One of the challenges for developers who want to get into AI is that it's a substantial undertaking. A whole new set of tools to learn is available. It's hard to imagine "well, what is a neural network good for?" and "how would I train something on this data set?" and "when do I stop training and start deploying?"
Tools such as ChatGPT are great for programming when you have a specific task and are not familiar with a popular API. It can be difficult to drive ChatGPT to an exact solution when the problem statement is non-trivial, but it’s often quite useful for a first sketch of a feature or an interaction with a library. I’ve used it many times to help me with matplotlib, to help me with things in React, to write some animation code in JavaScript, and more. It has been useful for me when debugging PyTorch tensor issues as well.
In the future, software development will be more about systems design and less about code minutiae, and that’s probably a good thing for everyone.
As developers, it's great to have these co-pilot assistants for the development process, whether we are working with existing code or generating new code. But what about bringing AI into your applications? What if we want to predict house prices, when a piece of equipment is going to fail, or which customer to call next?
Well, check out this schematic:
There are two main touch between you and Featrix: first, the training data coming in, and second, your application making predictions by calling Featrix. When you use Featrix on your data, Featrix uses deep learning techniques to build a foundational model on your data. Featrix then trains specific task functions that we call neural functions. All of these capabilities are powered by multiple neural networks.
Neural networks are functions: they have an input, they do something, and there is an output. The catch is: we don't know what the function should actually do on the input to produce the outputs. To characterize the behavior we want, we need a set of example data inputs and data outputs. When we train the neural network, we are asking the computer to figure out a way to understand the relationships in that data such that we can make predictions of what the output would be on new inputs that we do not have in our training data.
A neural network is a trainable function.
As developers, we can do quite a bit. When we use a neural network, we call that prediction or inference. We can predict numerical values, such as when a component in a system might fail. We can predict the category of an object, such as whether a toy is a Lego or not. We can predict which item in a list the user is most likely to click on, or which item the user is least likely to have heard of.
The three categories of prediction are called regression (numerical outputs), classification (a categorical output), and a recommendation (picking something from a set). In all cases, we compute probabilities. The underlying network might be quite complicated (many layers and nodes) or it could be simple (fewer layers and nodes). Indeed there is a whole craft (science + art) of picking a network size and adjusting various parameters that are called hyperparameters.

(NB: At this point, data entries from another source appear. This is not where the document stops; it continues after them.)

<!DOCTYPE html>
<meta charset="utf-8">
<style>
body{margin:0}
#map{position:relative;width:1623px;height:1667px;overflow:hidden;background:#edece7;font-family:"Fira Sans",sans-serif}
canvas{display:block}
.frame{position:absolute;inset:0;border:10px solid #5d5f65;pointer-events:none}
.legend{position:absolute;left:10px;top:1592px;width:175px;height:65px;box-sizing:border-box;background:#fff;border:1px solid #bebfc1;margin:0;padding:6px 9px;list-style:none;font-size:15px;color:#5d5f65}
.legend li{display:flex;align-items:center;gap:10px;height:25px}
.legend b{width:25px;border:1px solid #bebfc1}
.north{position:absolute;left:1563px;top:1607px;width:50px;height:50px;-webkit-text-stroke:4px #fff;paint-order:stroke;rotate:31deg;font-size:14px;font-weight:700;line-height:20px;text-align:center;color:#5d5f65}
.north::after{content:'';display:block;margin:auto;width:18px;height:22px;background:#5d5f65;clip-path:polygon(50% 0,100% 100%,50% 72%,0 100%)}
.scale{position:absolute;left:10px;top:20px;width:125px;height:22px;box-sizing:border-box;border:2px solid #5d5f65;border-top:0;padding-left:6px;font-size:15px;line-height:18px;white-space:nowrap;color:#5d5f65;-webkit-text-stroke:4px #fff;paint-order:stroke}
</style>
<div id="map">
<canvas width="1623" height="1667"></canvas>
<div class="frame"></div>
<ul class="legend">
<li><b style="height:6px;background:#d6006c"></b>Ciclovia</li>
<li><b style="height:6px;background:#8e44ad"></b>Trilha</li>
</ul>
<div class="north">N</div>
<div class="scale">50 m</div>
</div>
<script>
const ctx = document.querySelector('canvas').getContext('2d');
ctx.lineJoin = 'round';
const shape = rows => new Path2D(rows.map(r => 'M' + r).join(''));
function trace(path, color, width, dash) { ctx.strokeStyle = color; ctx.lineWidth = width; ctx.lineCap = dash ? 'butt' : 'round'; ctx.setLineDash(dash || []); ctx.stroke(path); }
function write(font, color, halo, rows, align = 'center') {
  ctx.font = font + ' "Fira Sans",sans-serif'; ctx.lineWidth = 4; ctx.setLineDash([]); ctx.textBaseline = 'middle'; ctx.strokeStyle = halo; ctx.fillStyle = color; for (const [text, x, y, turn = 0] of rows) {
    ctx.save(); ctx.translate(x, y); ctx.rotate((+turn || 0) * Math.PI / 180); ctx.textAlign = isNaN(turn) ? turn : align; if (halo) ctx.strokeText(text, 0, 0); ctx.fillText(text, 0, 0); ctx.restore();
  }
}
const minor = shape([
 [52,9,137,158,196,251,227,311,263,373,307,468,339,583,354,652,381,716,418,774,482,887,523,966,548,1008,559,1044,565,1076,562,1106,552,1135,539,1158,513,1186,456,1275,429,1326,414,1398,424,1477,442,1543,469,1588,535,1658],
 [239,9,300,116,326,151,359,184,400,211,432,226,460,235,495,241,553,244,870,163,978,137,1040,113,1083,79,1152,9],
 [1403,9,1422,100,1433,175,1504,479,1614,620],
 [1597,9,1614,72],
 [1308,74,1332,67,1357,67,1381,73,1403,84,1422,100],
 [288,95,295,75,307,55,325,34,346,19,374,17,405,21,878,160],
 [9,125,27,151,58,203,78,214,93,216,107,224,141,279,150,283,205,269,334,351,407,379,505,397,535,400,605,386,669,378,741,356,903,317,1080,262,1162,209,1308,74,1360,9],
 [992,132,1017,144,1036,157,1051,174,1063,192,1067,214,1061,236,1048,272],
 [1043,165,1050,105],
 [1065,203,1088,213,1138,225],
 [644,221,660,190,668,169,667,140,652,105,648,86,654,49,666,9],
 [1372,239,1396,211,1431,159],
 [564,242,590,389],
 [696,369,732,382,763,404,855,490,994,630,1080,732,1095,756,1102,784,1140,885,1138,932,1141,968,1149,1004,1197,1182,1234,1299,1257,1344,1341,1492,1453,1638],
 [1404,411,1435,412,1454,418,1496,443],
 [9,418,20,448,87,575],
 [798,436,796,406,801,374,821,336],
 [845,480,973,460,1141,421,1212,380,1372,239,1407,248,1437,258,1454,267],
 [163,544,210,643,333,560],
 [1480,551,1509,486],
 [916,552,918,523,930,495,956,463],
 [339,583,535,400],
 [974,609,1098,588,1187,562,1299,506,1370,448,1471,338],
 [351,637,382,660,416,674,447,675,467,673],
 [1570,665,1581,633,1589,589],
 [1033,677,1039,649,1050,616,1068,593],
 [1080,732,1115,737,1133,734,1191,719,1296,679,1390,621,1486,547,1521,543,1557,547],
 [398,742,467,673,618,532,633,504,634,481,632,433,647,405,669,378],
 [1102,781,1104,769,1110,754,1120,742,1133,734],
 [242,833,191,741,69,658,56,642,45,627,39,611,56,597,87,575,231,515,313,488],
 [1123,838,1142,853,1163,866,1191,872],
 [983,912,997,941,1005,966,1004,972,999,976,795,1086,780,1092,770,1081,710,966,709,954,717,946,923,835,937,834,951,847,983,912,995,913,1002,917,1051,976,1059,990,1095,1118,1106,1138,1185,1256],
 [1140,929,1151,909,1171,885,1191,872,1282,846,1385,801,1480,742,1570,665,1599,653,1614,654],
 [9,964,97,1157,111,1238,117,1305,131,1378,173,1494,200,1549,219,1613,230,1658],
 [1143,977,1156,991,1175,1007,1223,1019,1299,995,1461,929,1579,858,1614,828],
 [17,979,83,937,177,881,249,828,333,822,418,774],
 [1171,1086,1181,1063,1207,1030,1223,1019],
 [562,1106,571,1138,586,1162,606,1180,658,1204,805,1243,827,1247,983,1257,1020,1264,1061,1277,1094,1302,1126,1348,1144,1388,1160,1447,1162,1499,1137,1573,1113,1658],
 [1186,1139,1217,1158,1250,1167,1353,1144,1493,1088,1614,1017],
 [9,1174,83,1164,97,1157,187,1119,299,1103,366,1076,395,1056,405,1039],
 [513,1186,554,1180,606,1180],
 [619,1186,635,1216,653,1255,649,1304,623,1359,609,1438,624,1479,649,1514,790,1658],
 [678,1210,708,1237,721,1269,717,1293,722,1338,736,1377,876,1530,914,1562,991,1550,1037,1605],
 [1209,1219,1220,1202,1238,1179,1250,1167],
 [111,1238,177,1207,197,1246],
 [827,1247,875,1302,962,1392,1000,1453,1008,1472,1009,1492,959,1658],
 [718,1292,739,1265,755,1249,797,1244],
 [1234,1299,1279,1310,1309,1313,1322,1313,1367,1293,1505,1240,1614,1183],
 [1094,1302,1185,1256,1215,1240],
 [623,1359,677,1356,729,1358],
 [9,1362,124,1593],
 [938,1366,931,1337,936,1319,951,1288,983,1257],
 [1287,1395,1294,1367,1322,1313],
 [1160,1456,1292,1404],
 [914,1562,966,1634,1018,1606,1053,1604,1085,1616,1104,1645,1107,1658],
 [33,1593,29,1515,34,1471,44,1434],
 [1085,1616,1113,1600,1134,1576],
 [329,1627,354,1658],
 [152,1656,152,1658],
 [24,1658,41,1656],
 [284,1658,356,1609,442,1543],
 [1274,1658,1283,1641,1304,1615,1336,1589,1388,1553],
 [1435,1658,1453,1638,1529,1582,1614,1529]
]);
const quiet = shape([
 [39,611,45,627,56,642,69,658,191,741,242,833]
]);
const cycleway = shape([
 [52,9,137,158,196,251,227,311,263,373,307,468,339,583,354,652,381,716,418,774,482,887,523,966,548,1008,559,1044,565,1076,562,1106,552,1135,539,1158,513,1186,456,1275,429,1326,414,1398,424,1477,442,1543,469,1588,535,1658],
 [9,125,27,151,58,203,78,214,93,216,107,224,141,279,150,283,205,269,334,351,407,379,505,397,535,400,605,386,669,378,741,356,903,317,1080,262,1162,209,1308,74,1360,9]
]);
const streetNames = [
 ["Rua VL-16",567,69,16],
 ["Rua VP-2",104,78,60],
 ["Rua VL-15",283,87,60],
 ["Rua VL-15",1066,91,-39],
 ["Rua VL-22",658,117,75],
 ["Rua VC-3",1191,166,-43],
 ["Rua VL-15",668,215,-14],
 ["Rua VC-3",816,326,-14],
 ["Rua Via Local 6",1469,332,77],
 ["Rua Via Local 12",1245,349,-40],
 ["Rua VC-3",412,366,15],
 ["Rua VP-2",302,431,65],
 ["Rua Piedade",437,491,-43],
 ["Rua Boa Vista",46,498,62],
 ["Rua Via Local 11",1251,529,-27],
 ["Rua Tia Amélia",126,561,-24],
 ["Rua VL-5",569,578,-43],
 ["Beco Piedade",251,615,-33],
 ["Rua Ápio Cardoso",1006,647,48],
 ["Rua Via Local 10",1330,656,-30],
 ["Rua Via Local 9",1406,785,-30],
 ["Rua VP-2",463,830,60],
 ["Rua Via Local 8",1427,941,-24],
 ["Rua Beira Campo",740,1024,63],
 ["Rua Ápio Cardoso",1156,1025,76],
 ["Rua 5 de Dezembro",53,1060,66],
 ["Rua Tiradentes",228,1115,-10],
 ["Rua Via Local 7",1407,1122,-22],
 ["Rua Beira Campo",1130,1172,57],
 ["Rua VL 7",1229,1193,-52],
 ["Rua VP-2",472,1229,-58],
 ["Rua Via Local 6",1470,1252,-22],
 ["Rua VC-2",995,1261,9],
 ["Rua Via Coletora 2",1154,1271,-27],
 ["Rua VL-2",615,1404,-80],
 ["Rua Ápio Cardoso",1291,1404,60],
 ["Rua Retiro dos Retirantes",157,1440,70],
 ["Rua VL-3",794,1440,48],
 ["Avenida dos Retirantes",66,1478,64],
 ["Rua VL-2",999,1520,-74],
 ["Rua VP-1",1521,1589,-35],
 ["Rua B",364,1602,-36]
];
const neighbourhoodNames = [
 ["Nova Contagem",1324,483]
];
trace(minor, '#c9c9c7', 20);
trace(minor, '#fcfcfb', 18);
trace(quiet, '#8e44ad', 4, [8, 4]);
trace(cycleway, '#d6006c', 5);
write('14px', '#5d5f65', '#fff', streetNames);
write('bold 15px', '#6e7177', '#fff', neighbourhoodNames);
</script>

There’s a catch in preparing the data itself: the neural network needs the data represented as numbers. If my data contains strings, whether they are long strings or short string labels, we have to encode the data. We might be missing values and we have to figure out what to do with those values–some people may drop the records from the data with missing values, other techniques include putting a synthetic value in–and these approaches have significant tradeoffs.

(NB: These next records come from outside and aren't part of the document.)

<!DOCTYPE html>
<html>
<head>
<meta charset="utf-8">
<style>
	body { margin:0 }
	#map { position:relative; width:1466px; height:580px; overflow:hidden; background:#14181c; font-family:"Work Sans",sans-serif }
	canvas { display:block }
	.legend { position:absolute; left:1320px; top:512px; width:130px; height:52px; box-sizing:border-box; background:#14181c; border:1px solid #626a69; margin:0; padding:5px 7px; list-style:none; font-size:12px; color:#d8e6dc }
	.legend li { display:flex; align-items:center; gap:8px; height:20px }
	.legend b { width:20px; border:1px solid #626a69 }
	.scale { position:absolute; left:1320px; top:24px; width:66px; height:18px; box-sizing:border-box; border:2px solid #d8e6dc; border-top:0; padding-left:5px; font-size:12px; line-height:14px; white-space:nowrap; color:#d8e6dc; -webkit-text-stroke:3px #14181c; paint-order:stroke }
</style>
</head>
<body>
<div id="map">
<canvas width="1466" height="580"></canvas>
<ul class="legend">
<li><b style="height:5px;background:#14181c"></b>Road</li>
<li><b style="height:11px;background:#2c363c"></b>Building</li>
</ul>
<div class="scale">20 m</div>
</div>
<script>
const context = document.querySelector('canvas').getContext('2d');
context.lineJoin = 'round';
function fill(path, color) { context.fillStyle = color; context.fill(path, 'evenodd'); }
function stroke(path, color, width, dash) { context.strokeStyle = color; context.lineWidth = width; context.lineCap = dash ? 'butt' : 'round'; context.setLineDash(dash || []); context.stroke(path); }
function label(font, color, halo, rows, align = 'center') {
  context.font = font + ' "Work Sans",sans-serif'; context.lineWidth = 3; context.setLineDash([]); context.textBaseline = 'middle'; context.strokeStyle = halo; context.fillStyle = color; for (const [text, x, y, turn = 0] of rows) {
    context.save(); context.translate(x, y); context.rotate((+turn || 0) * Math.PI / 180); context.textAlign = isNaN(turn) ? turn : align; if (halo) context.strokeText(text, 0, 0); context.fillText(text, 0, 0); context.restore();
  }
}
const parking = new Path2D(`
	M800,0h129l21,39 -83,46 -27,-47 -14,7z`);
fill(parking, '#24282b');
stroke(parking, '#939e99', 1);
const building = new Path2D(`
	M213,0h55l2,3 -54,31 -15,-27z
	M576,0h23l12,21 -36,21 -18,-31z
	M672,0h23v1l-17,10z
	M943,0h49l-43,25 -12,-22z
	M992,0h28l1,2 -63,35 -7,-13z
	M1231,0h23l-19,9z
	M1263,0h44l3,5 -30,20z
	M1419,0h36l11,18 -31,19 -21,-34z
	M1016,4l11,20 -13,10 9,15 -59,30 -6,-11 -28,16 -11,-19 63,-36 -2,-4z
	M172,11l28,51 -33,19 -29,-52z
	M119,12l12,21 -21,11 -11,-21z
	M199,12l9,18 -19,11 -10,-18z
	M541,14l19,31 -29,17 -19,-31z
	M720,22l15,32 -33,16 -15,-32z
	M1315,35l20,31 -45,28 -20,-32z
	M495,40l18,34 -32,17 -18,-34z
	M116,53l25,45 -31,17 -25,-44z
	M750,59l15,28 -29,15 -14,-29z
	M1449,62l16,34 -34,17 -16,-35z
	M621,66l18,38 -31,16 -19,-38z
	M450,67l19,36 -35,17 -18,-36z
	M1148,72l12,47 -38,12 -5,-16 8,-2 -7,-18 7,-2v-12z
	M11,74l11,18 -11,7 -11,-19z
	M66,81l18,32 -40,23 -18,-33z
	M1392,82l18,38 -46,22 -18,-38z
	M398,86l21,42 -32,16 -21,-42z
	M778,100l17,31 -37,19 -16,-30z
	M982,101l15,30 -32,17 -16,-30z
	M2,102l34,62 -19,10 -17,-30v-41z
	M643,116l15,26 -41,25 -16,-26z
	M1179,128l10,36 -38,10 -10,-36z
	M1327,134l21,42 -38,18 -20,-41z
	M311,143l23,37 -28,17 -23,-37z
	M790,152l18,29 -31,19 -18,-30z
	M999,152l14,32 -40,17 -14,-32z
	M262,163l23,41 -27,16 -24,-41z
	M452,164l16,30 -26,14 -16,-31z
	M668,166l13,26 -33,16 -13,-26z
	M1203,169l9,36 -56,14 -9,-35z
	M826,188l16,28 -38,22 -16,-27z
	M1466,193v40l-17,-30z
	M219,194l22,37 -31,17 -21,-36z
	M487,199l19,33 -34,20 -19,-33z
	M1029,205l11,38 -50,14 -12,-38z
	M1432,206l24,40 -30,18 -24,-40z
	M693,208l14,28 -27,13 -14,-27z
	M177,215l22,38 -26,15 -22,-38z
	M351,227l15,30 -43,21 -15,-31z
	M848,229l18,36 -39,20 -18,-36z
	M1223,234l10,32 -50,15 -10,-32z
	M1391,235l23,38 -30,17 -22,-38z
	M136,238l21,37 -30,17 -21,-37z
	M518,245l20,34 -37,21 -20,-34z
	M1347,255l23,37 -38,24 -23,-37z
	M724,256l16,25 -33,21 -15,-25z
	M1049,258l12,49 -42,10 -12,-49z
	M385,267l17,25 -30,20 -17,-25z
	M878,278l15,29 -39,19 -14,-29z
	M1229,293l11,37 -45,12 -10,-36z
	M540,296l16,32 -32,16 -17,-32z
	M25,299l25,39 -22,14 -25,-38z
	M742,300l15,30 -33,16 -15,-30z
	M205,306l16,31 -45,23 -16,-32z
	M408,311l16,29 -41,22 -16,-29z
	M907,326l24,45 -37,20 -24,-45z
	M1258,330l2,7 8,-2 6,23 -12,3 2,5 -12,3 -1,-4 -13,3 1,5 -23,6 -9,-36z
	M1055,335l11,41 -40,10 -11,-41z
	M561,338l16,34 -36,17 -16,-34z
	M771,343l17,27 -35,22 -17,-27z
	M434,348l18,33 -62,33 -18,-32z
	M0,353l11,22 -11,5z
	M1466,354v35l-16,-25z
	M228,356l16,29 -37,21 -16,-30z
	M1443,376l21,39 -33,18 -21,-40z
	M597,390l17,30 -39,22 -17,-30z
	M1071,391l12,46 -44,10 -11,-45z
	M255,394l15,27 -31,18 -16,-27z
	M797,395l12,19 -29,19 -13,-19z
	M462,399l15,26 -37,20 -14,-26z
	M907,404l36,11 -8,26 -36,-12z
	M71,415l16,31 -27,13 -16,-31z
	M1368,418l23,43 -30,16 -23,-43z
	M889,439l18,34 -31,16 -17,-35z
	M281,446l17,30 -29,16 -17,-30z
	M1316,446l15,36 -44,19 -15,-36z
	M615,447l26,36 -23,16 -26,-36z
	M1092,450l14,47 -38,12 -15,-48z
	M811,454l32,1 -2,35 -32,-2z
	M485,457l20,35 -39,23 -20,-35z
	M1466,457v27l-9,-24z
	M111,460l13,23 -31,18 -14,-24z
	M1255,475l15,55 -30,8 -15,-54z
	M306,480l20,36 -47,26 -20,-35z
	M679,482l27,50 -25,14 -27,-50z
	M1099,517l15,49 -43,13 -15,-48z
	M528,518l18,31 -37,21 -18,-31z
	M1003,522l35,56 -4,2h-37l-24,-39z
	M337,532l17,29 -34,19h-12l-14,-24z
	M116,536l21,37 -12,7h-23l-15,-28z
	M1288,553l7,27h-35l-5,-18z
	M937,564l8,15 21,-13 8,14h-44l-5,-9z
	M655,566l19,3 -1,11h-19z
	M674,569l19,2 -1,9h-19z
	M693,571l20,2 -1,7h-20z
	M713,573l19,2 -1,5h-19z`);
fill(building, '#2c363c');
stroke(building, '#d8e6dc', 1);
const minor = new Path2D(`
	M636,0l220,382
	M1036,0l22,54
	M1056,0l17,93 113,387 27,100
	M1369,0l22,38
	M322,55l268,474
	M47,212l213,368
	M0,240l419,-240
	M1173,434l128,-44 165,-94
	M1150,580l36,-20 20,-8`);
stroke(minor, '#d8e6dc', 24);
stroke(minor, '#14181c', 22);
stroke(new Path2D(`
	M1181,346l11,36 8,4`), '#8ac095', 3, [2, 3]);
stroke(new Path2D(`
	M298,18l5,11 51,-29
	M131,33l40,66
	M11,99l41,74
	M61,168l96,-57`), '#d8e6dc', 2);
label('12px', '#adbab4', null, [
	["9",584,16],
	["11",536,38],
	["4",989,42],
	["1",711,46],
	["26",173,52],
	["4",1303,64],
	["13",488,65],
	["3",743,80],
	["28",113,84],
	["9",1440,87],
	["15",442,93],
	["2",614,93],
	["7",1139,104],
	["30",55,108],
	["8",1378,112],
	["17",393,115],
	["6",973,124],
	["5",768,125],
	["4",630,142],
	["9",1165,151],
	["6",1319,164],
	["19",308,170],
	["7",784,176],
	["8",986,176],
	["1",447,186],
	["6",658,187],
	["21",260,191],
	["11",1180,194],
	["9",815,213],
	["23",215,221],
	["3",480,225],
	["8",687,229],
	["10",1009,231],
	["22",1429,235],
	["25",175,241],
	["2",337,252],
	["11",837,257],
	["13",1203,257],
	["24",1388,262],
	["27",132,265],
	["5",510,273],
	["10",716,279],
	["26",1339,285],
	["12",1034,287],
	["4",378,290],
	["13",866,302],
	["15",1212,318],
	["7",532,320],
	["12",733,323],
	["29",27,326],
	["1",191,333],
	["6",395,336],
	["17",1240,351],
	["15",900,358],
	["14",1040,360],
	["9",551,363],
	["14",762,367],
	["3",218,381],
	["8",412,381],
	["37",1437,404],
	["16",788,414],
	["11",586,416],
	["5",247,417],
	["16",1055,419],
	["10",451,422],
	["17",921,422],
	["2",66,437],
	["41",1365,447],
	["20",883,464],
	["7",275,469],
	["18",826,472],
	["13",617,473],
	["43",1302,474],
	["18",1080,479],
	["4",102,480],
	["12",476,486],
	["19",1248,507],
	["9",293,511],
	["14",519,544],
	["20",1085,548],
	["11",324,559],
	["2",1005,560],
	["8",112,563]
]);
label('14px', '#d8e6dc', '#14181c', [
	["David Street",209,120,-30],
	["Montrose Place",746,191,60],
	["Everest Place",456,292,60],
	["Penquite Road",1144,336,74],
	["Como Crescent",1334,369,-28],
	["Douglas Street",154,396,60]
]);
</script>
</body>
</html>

Oftentimes there are “hidden” features in the data. Perhaps we care about the day of the week when we have a bunch of timestamps–maybe we’re trying to predict the flow of retail customers at a grocery store. A different business, such as a restaurant, might have those same timestamps but care more about time of day more than day of week.
That’s one of the key reasons we built Featrix. For nearly every team working on predictive AI, the complexity of preparing data is so high that the team is vastly limited in what they can achieve.
The tradeoffs described above have statistical impact on the questions being asked and the predictions that answer those questions–this means a statistical background is often helpful to understand these tradeoffs. But most developers don’t have a statistical background.
Steve Jobs in the late 90s said that, as a developer, you can probably build a few “floors” of a building before it falls in on you. And so the key to building higher with ease is to start on a higher floor. His argument was that if Apple provided APIs to enable you to build from the 20th floor instead of the second floor, you can skip the steps required to get to the 20th floor and just focus on your application.
We agree. So we aim to give developers a big head start on all the other AI toolkits and runtimes out there. We simplify the problem: you provide inputs and Featrix will construct what we call neural functions. There’s a ton of deep learning AI and statistical tools we leverage to build the best possible neural functions on your data–and you don’t have to know anything about any of it. You don’t have to clean or process your data. You just give it to Featrix and let it do its thing.